BEGIN Data

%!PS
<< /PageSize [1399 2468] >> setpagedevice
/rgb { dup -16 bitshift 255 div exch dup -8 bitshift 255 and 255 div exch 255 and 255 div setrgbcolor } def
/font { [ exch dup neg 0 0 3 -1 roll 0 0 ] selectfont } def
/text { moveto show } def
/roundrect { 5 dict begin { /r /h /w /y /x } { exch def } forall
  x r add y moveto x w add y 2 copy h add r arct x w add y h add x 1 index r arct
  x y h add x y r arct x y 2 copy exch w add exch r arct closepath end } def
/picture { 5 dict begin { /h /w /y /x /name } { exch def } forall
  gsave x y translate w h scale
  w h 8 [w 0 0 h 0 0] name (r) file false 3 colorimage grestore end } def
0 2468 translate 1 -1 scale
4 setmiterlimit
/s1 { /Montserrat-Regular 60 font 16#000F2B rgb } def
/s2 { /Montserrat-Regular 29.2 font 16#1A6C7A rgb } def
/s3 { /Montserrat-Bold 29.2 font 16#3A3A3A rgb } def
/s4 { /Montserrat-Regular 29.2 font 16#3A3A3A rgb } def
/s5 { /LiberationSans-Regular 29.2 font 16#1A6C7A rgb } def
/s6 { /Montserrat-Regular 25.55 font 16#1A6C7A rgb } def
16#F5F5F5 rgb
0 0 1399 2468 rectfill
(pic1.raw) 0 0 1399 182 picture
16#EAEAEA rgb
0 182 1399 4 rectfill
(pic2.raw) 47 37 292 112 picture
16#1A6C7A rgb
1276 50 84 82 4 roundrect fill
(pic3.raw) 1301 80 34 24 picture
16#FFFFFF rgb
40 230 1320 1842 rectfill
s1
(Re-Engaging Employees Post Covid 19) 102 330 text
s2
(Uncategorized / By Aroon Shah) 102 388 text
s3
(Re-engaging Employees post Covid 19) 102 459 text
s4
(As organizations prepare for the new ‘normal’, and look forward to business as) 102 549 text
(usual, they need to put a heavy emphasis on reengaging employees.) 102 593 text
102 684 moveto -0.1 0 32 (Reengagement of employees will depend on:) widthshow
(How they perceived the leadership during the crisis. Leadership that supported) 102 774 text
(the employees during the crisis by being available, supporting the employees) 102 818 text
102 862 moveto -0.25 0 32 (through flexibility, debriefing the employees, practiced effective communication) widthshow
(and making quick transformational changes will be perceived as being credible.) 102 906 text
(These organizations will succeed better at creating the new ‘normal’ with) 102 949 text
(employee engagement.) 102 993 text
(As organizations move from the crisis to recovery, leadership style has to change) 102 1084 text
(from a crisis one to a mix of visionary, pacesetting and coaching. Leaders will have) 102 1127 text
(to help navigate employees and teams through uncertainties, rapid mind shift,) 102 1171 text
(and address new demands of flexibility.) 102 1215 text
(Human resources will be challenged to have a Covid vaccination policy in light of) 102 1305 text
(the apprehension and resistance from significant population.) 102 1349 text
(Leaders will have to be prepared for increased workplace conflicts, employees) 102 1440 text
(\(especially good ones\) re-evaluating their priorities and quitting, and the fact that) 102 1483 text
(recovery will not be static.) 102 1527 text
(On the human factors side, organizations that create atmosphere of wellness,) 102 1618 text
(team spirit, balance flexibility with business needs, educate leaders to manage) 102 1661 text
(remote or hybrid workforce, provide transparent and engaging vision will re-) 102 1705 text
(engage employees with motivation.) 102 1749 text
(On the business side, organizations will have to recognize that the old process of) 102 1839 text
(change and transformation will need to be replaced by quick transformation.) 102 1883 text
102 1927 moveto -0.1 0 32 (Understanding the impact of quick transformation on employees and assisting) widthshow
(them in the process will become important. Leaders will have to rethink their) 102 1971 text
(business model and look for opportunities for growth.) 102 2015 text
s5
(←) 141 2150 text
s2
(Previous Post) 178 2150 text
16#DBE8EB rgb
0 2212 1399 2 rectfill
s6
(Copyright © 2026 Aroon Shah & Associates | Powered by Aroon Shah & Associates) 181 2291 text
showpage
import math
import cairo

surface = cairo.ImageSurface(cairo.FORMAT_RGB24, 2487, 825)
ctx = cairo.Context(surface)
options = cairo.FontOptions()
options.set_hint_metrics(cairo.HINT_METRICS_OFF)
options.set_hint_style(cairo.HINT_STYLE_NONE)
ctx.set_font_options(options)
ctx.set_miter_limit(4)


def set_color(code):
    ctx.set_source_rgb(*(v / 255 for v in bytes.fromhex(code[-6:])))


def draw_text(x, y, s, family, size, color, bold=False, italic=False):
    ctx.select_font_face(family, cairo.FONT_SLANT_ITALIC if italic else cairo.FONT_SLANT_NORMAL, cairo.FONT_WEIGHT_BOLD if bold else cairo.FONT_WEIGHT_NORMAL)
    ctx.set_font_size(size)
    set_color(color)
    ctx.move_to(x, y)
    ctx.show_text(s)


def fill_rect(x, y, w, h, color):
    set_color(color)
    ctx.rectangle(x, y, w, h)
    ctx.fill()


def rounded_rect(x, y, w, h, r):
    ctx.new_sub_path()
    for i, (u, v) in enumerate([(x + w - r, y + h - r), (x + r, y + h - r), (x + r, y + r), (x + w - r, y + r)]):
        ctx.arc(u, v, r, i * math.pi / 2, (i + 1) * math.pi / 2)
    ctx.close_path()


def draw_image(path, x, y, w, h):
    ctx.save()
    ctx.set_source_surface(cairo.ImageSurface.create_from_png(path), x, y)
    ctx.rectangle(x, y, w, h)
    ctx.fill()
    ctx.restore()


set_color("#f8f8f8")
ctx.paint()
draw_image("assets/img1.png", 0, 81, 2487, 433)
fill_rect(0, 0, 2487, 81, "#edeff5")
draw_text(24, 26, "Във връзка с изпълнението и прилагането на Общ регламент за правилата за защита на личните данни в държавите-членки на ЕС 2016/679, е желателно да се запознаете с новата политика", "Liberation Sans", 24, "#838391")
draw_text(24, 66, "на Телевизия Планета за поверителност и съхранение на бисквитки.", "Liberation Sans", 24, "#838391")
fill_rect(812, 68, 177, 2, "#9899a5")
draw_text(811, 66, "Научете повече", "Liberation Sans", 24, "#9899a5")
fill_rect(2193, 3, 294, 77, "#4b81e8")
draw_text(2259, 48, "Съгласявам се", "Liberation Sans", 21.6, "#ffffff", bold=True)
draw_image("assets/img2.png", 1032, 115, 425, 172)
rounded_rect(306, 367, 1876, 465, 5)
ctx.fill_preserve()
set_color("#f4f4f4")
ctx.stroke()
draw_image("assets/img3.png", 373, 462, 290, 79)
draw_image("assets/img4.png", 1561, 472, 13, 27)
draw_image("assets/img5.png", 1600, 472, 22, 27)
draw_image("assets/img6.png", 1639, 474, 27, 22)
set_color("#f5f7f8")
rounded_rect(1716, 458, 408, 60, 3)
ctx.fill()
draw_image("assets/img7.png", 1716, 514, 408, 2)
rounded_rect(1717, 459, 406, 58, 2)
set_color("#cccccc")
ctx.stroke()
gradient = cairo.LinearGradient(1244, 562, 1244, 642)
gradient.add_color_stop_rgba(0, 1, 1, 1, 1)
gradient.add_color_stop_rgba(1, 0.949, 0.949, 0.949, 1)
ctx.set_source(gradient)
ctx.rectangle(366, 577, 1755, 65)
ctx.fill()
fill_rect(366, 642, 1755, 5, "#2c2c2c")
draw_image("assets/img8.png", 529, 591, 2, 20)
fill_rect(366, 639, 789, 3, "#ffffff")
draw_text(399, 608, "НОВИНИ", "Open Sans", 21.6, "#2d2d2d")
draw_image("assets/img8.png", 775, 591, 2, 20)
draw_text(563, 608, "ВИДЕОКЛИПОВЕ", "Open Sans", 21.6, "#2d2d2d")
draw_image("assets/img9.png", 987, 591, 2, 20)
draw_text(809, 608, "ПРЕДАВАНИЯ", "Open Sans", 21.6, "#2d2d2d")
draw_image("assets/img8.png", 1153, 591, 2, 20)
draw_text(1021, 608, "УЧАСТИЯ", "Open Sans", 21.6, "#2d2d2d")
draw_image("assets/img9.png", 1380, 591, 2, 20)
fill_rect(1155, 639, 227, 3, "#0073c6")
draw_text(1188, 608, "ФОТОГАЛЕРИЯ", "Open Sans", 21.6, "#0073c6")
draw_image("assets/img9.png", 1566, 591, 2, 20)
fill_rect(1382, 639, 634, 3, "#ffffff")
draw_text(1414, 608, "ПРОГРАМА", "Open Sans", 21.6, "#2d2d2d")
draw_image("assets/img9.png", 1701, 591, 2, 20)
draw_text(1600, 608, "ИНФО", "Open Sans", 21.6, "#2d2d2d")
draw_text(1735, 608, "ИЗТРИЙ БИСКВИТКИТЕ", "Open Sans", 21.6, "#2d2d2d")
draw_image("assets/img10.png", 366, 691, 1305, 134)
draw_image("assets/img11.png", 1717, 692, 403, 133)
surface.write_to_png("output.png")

END Data

• Work task
In the records, which lines mention the word "family"? Copy those lines.

• Reply
def draw_text(x, y, s, family, size, color, bold=False, italic=False):
    ctx.select_font_face(family, cairo.FONT_SLANT_ITALIC if italic else cairo.FONT_SLANT_NORMAL, cairo.FONT_WEIGHT_BOLD if bold else cairo.FONT_WEIGHT_NORMAL)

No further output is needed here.